Problem:
Pull each line holding the word "zérékoré" from the data.

(Saved entries)
════

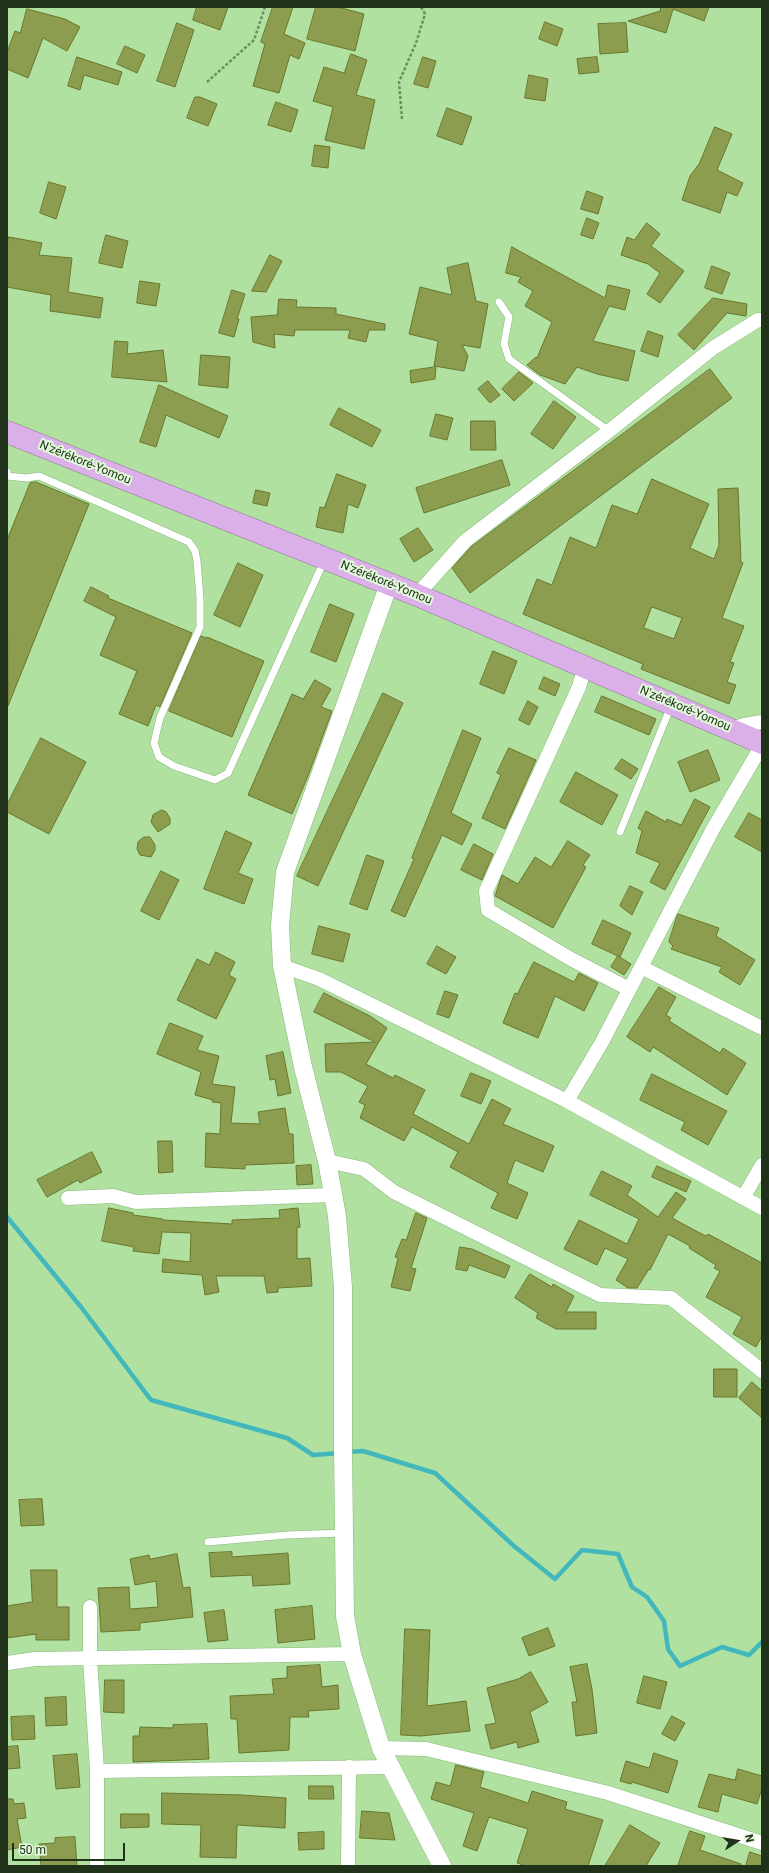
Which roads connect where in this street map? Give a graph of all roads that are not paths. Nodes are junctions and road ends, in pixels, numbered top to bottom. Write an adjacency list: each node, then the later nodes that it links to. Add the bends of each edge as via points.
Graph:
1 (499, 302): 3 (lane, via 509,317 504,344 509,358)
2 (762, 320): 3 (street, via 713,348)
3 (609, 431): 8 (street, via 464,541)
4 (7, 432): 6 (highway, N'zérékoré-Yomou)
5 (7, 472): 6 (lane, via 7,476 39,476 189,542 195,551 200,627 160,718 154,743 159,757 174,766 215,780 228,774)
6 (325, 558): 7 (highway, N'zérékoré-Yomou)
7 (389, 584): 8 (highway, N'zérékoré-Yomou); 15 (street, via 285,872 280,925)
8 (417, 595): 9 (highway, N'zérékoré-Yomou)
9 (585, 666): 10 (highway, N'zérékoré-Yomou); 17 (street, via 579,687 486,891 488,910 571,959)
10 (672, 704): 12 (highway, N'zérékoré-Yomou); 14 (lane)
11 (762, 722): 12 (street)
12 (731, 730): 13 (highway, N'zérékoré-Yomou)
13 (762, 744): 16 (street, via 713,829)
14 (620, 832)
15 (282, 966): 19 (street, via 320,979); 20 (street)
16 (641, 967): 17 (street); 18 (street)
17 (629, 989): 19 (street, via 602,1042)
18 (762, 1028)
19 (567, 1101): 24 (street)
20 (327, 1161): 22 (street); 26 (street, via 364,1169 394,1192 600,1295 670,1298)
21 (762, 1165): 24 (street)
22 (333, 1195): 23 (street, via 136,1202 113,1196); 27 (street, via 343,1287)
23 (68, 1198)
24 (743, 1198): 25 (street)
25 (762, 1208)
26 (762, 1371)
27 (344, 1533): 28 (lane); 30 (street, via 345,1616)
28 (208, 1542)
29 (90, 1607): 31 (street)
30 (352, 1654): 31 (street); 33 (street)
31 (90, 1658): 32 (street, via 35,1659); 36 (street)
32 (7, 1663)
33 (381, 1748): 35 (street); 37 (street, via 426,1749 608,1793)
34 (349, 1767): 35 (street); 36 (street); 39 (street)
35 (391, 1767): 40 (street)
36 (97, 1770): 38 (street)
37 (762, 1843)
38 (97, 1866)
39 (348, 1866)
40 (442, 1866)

════

Written reply:
4 (7, 432): 6 (highway, N'zérékoré-Yomou)
6 (325, 558): 7 (highway, N'zérékoré-Yomou)
7 (389, 584): 8 (highway, N'zérékoré-Yomou); 15 (street, via 285,872 280,925)
8 (417, 595): 9 (highway, N'zérékoré-Yomou)
9 (585, 666): 10 (highway, N'zérékoré-Yomou); 17 (street, via 579,687 486,891 488,910 571,959)
10 (672, 704): 12 (highway, N'zérékoré-Yomou); 14 (lane)
12 (731, 730): 13 (highway, N'zérékoré-Yomou)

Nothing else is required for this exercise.